## ABOUT THIS EXERCISE
Find the lines holding the string "Right" in the data, then copy all of them.

====== DATA IN THIS EXERCISE

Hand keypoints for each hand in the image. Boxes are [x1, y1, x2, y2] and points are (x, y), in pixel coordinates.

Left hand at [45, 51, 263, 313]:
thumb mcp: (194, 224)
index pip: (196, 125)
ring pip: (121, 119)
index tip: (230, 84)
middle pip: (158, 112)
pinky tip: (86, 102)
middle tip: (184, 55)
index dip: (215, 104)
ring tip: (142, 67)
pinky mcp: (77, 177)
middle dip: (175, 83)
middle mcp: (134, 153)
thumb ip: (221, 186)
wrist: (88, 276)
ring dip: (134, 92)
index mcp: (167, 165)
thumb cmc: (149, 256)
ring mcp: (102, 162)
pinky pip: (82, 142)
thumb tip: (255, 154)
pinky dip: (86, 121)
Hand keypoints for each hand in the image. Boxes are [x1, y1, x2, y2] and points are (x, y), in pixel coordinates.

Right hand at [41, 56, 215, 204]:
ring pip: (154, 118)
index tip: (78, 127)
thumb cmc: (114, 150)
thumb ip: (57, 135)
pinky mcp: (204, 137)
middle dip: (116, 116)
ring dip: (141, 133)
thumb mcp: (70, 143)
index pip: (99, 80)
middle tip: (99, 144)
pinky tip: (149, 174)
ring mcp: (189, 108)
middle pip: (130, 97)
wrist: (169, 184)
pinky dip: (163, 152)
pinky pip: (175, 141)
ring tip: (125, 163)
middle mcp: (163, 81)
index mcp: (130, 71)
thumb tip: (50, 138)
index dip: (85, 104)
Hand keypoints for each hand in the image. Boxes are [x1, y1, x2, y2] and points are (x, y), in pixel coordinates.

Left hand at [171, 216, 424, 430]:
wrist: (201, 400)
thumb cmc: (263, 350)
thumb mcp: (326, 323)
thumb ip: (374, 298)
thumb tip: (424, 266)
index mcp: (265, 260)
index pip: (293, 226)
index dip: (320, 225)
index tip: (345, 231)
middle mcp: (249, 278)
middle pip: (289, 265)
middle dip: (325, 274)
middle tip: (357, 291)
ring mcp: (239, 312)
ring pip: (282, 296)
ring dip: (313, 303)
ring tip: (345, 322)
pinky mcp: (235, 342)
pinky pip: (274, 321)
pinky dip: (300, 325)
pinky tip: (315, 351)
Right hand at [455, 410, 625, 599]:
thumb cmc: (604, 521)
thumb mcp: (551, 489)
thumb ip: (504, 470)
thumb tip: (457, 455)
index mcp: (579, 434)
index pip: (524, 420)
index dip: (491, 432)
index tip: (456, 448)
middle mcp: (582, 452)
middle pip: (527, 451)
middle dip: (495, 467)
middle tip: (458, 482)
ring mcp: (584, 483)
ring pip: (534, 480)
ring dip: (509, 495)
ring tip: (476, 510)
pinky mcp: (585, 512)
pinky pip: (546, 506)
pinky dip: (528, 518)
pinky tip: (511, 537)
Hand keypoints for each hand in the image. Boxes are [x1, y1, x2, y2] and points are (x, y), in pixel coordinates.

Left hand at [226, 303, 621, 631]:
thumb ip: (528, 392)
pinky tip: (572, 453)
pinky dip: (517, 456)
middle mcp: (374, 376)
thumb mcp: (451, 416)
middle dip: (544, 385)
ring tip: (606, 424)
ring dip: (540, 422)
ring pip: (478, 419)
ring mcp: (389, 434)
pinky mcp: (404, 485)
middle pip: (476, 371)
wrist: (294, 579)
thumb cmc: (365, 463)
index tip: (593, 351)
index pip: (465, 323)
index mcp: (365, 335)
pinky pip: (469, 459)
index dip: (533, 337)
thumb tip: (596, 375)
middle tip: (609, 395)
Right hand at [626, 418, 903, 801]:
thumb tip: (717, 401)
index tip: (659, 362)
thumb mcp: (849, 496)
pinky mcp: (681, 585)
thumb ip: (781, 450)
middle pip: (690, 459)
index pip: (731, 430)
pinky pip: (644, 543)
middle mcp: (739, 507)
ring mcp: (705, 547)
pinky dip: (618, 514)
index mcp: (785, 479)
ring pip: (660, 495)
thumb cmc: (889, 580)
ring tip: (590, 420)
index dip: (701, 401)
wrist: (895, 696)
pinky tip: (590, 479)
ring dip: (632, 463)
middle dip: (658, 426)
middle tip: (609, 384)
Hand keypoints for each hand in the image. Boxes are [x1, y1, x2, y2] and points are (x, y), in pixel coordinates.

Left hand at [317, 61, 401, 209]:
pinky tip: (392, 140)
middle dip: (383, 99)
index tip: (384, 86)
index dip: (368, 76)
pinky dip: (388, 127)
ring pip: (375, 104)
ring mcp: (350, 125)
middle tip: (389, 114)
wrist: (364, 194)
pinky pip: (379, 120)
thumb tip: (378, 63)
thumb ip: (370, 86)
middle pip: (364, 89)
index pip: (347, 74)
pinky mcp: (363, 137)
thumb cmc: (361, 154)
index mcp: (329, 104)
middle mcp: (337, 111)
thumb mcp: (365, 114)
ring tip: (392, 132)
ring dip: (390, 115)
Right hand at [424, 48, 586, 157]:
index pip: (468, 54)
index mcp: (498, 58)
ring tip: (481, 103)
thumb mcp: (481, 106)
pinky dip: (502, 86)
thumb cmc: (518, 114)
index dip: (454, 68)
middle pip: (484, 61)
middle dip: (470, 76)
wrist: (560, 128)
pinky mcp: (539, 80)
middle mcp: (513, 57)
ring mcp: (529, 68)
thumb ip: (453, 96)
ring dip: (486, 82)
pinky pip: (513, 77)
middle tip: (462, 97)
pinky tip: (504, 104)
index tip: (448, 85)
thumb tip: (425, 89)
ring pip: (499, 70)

============
====== DATA IN THIS EXERCISE

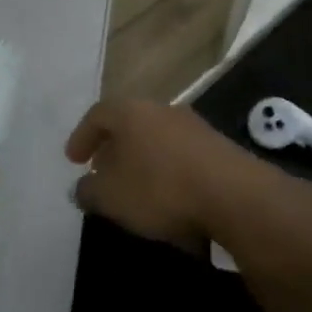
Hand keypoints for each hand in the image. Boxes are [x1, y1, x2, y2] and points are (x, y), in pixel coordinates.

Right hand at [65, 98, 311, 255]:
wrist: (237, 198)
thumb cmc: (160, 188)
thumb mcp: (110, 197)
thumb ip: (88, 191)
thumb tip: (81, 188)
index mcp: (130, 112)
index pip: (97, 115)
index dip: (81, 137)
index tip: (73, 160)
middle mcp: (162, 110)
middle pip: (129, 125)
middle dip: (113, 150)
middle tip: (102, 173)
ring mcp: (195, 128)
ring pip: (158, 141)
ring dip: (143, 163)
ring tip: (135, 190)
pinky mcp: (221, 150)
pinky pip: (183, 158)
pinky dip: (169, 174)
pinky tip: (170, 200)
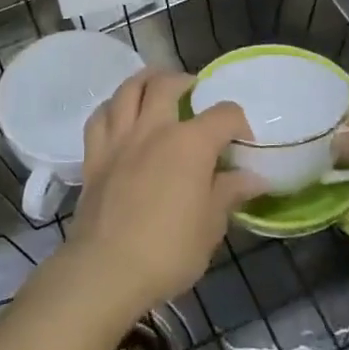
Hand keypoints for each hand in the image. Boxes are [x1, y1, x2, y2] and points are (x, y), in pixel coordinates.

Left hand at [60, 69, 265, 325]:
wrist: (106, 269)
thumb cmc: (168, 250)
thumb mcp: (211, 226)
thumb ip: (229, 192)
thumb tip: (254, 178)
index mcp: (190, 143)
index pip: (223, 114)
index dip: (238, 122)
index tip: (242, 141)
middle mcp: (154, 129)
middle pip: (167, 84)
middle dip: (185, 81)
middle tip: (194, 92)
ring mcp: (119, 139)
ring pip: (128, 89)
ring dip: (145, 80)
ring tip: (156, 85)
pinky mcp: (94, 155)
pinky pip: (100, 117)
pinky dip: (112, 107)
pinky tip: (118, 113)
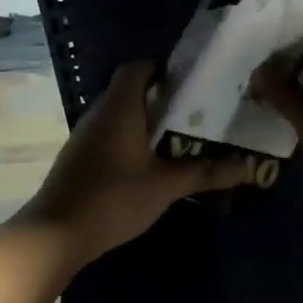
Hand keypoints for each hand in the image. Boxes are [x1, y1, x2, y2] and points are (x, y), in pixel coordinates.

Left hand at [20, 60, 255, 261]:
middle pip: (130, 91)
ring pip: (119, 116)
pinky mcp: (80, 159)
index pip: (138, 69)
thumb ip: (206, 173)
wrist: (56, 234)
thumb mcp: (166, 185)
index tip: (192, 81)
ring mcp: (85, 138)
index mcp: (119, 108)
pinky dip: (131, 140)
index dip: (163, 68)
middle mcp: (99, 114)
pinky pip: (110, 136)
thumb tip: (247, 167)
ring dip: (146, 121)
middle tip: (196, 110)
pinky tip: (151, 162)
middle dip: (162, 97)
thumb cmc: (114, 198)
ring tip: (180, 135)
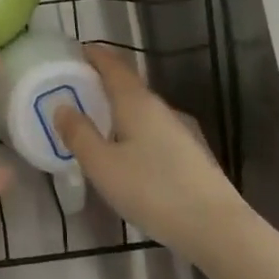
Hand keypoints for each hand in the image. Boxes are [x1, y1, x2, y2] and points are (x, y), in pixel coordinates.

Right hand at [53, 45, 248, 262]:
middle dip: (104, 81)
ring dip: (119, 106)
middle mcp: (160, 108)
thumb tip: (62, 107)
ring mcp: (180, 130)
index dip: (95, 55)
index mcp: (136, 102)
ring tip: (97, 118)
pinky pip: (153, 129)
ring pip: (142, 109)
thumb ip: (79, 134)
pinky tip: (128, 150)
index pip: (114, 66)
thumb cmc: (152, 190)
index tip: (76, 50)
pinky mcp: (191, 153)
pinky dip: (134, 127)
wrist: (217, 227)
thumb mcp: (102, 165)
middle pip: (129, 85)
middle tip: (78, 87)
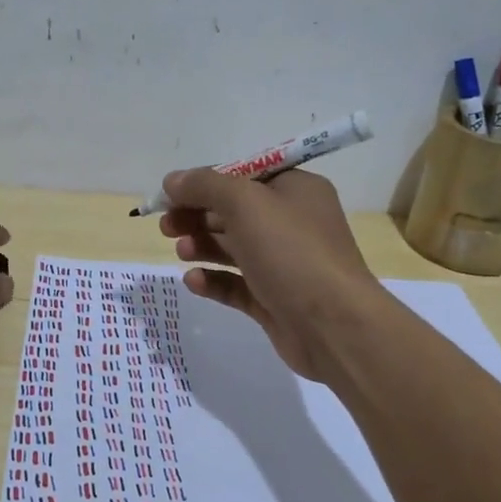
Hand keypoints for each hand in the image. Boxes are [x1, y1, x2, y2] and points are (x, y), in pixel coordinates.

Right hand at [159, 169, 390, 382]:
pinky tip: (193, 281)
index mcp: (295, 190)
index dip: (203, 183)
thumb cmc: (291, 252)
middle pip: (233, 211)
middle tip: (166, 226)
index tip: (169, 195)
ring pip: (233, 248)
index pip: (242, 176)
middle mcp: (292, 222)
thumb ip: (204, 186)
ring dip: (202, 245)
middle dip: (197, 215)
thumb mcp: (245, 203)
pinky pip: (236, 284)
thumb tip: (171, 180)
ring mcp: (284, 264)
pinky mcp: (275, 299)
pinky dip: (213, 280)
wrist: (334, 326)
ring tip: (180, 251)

============

## FINISHED EXERCISE
Right hand at [41, 56, 215, 204]:
Right hand at [455, 410, 625, 599]:
Right hand at [626, 418, 903, 801]:
Right hand at [424, 48, 586, 157]:
Right hand at [65, 98, 311, 255]:
Right hand at [53, 45, 248, 262]:
Right hand at [159, 169, 390, 382]:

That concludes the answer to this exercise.